● Required action
Note each line in the data holding the string "labels" and report it.

● Supplied material
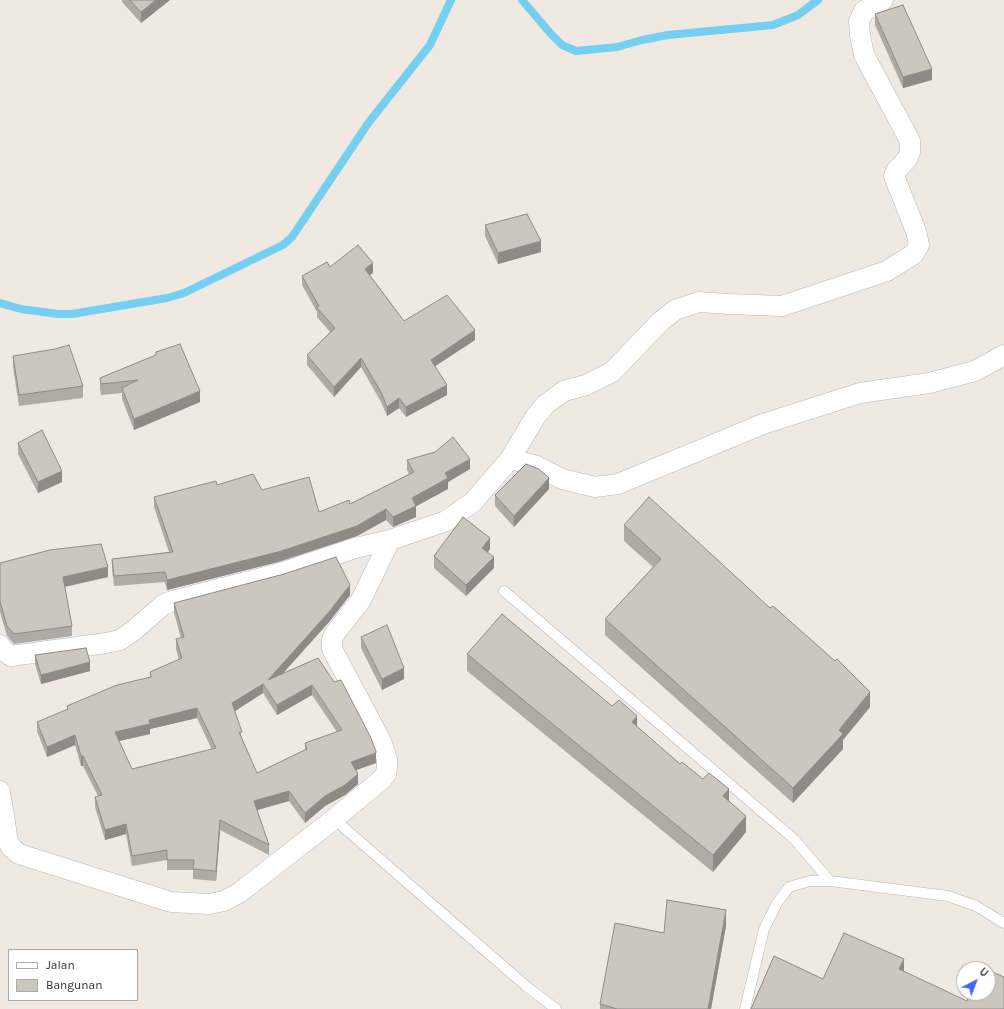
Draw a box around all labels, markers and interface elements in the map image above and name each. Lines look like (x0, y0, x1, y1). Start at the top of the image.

...

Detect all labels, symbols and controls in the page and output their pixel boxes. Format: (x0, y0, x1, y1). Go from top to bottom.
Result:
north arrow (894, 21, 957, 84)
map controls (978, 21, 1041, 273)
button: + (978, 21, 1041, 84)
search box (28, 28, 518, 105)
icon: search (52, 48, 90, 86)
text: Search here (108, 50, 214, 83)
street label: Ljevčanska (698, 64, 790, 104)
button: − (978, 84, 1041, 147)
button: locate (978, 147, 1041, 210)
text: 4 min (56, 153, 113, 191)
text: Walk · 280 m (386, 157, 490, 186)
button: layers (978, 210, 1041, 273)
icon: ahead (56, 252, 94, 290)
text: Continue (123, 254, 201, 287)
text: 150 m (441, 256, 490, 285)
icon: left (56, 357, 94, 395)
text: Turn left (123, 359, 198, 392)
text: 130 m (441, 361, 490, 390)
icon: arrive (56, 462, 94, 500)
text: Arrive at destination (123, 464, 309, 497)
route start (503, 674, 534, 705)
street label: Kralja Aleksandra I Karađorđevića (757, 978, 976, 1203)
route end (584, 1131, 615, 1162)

● Answer for this exercise
Draw a box around all labels, markers and interface elements in the map image above and name each. Lines look like (x0, y0, x1, y1). Start at the top of the image.
Detect all labels, symbols and controls in the page and output their pixel boxes. Format: (x0, y0, x1, y1). Go from top to bottom.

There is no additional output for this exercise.